● WORK TO COMPLETE
Would you reproduce all of the entries below, character for character?

● RECORD SET
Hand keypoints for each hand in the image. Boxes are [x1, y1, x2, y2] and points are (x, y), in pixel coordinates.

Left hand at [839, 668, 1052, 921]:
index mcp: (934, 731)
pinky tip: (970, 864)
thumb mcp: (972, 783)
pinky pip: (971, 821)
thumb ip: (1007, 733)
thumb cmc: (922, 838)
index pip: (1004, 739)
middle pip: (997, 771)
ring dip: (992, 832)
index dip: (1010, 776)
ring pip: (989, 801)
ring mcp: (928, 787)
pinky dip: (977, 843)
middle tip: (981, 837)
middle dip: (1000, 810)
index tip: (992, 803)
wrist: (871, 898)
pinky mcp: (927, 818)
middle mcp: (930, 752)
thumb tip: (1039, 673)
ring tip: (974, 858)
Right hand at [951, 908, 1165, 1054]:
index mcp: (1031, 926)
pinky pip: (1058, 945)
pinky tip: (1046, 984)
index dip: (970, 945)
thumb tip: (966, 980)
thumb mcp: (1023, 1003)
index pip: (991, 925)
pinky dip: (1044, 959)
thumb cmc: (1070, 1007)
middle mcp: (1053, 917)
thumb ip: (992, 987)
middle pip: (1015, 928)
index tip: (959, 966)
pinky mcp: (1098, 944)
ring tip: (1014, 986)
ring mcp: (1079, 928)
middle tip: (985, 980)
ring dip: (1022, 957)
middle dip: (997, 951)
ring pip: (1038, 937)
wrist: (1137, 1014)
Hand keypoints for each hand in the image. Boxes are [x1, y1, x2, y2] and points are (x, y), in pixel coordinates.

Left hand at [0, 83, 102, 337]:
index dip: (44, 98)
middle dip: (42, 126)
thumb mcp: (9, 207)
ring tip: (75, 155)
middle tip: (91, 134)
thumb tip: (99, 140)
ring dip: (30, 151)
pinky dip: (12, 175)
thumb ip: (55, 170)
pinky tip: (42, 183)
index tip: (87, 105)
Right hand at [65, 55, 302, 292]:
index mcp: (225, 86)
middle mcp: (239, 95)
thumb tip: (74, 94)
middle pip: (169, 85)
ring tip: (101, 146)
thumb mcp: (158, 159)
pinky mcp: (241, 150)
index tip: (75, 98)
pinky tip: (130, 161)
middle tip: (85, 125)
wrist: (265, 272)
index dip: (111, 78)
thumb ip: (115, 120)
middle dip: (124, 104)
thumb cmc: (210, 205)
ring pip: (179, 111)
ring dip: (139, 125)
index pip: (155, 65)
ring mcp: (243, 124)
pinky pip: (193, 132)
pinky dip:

● TASK OUTPUT
Hand keypoints for each hand in the image. Boxes are [x1, y1, x2, y2] and points are (x, y), in pixel coordinates.

Left hand at [839, 668, 1052, 921]:
index mcp: (934, 731)
pinky tip: (970, 864)
thumb mcp: (972, 783)
pinky pip: (971, 821)
thumb ip: (1007, 733)
thumb cmc: (922, 838)
index pip: (1004, 739)
middle pip: (997, 771)
ring dip: (992, 832)
index dip: (1010, 776)
ring pip: (989, 801)
ring mcp: (928, 787)
pinky dip: (977, 843)
middle tip: (981, 837)
middle dip: (1000, 810)
index tip: (992, 803)
wrist: (871, 898)
pinky mcp: (927, 818)
middle mcp: (930, 752)
thumb tip: (1039, 673)
ring tip: (974, 858)
Right hand at [951, 908, 1165, 1054]:
index mcp: (1031, 926)
pinky pip: (1058, 945)
pinky tip: (1046, 984)
index dip: (970, 945)
thumb tip: (966, 980)
thumb mcp: (1023, 1003)
index pip: (991, 925)
pinky dip: (1044, 959)
thumb cmc: (1070, 1007)
middle mcp: (1053, 917)
thumb ip: (992, 987)
middle pip: (1015, 928)
index tip: (959, 966)
pinky mcp: (1098, 944)
ring tip: (1014, 986)
ring mcp: (1079, 928)
middle tip: (985, 980)
ring dip: (1022, 957)
middle dip: (997, 951)
ring pip: (1038, 937)
wrist: (1137, 1014)
Hand keypoints for each hand in the image. Boxes are [x1, y1, x2, y2] and points are (x, y), in pixel coordinates.

Left hand at [0, 83, 102, 337]:
index dip: (44, 98)
middle dip: (42, 126)
thumb mcp: (9, 207)
ring tip: (75, 155)
middle tip: (91, 134)
thumb tip: (99, 140)
ring dip: (30, 151)
pinky dip: (12, 175)
thumb ip: (55, 170)
pinky tip: (42, 183)
index tip: (87, 105)
Right hand at [65, 55, 302, 292]:
index mcp: (225, 86)
middle mcp: (239, 95)
thumb tip: (74, 94)
middle pip: (169, 85)
ring tip: (101, 146)
thumb mcp: (158, 159)
pinky mcp: (241, 150)
index tip: (75, 98)
pinky tip: (130, 161)
middle tip: (85, 125)
wrist: (265, 272)
index dip: (111, 78)
thumb ip: (115, 120)
middle dip: (124, 104)
thumb cmc: (210, 205)
ring pip: (179, 111)
ring dip: (139, 125)
index pip: (155, 65)
ring mcp: (243, 124)
pinky pip: (193, 132)
pinky dip:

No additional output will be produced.